Nashville, who are retooled, but not rebuilt, were not expected to be very good this season, and they sit right now two points behind the Leafs – on three more games played, however. That puts them in a wild card spot, as the Leafs are at the moment.
Nashville has a very blah, sub 50% Corsi at five-on-five, almost exactly the same as the Leafs have. The difference is the Predators have an excellent Expected Goals %, while the Leafs stay blah by that measure.
If you need proof that this team is not the old Predators, here it is: the Predators are getting their good Expected Goals ratio by being very good offensively and very mediocre defensively. Their goaltending is very good, which makes up for their main weakness. Their power play is very boring, however.
The controversy in Nashville right now seems to be Tyson Barrie, who has been a healthy scratch, and Luke Schenn, who is playing again. Barrie wants a trade, and the Predators don't like him. Schenn is who he is, and is somehow more palatable.
Given how public this has become, I expect Barrie to sit out again, but the lines are from their last game.
Robby Stanley via Daily Faceoff from the last game
Filip Forsberg - Ryan O'Reilly - Gustav Nyquist
Thomas Novak - Juuso Parssinen - Luke Evangelista
Yakov Trenin - Colton Sissons - Cole Smith
Kiefer Sherwood - Michael McCarron - Philip Tomasino
Ryan McDonagh - Roman Josi
Jeremy Lauzon - Dante Fabbro
Spencer Stastney - Luke Schenn
Toronto continues to trot along producing league average results. This is, frankly, astounding, and I will admit to not really being clear on how they can be good enough defensively and bad enough offensively, considering the roster, to land squarely on meh.
The power play is described in-game by however many goals have been scored in a selected number of games, so selected to make them look either bad or good depending on narrative need in the broadcast. This is a TV show, not analysis. Stop expecting better, and you'll live a happier life.
In reality, the power play is extremely good, and they are scoring just a touch under expected.
And now we come to the current anxiety-inducing event. The net belongs to Ilya Samsonov for the foreseeable future. He'll get spelled by Martin Jones. That's just how it is. There's no real trend to Samsonov's starts. Sometimes he is bizarrely not on this planet, sometimes he looks like he did last year. There's no predicting what he will do in the next few weeks or even tonight.
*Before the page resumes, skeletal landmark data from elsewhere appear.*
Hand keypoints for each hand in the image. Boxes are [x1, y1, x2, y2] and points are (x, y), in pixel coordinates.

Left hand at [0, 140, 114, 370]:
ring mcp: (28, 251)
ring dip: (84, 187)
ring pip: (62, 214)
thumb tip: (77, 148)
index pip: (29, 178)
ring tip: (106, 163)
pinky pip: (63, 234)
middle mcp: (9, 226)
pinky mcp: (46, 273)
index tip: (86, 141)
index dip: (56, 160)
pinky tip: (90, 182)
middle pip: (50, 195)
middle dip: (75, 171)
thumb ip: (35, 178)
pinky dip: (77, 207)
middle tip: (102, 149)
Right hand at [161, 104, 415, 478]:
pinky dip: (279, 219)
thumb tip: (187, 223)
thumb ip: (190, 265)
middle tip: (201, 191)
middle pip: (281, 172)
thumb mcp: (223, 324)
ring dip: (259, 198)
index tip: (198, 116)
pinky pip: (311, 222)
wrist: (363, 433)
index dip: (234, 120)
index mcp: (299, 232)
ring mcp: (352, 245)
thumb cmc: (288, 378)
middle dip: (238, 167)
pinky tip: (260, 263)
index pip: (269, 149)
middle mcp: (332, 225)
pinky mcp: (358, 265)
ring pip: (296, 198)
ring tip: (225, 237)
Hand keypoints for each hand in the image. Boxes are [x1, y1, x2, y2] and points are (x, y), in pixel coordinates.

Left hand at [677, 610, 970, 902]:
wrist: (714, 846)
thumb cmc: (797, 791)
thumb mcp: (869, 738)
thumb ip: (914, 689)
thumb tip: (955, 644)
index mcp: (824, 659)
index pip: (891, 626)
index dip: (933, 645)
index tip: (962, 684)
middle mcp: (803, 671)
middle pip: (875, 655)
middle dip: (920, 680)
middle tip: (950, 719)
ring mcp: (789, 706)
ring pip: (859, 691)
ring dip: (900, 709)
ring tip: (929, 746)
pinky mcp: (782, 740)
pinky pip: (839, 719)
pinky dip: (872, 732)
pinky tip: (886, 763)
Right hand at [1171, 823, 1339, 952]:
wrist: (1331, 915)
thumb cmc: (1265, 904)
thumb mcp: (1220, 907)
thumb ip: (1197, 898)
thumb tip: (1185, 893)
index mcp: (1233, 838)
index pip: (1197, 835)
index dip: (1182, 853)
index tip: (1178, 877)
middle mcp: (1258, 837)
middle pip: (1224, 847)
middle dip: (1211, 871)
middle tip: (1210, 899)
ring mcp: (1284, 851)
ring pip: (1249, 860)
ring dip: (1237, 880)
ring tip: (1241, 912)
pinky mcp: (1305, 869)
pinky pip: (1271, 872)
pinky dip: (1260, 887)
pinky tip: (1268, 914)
William Lagesson is still out with an illness, so last game's lines are likely to carry through unchanged:
Matthew Knies - Auston Matthews - William Nylander
Tyler Bertuzzi - John Tavares - Mitch Marner
Nicholas Robertson - Max Domi - Calle Järnkrok
Noah Gregor - David Kämpf - Ryan Reaves
Morgan Rielly - T.J. Brodie
Simon Benoit - Jake McCabe
Maxime Lajoie - Conor Timmins
Ilya Samsonov - likely starter
I'll be honest, the Leafs are very much like Samsonov in that I can't see any rhyme or reason to how they play game-in, game-out. I find the "playing down to their opponents" thing very unconvincing because often the opponent is only "down" in a historical or branding sense in the minds of fans. I'm more convinced by the "always take one period off" thing. Although there are two teams on the ice and games ebb and flow fairly often.
What I did notice was the authority and determination with which Auston Matthews played after Woll left the last game. And while that's good, it raises a question about the entire team and how they manage to be so average.
We'll get confirmation on lines at gametime.